>>>
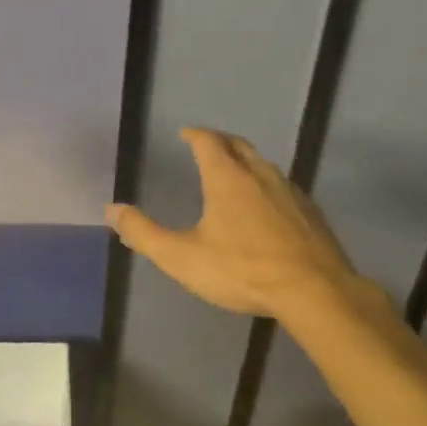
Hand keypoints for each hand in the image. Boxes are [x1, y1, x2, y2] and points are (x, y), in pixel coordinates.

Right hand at [105, 127, 383, 320]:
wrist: (314, 291)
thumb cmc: (243, 270)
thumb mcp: (183, 257)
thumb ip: (145, 234)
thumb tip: (112, 210)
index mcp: (228, 178)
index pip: (209, 142)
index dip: (195, 134)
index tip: (185, 134)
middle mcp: (260, 174)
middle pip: (239, 146)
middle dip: (221, 142)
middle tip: (208, 146)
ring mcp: (290, 191)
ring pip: (264, 165)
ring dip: (246, 162)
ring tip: (234, 172)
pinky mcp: (310, 212)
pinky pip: (284, 187)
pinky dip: (268, 185)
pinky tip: (267, 206)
<<<
◆ Task ◆
Every record should come back exactly as it is, though none of the pictures should.

◆ Written response ◆
Hand keypoints for each hand in the image. Boxes are [x1, y1, x2, y2] and points are (x, y), in pixel coordinates.

Right hand at [105, 127, 383, 320]:
wrist: (314, 291)
thumb cmc: (243, 270)
thumb mcp: (183, 257)
thumb ip: (145, 234)
thumb tip: (112, 210)
index mcp: (228, 178)
index pip: (209, 142)
index dip: (195, 134)
index tip: (185, 134)
middle mcp: (260, 174)
middle pip: (239, 146)
middle dip: (221, 142)
middle tip: (208, 146)
ring mcp: (290, 191)
ring pip: (264, 165)
ring dip: (246, 162)
ring tip: (234, 172)
pinky mcp: (310, 212)
pinky pip: (284, 187)
pinky dip: (268, 185)
pinky tip: (267, 206)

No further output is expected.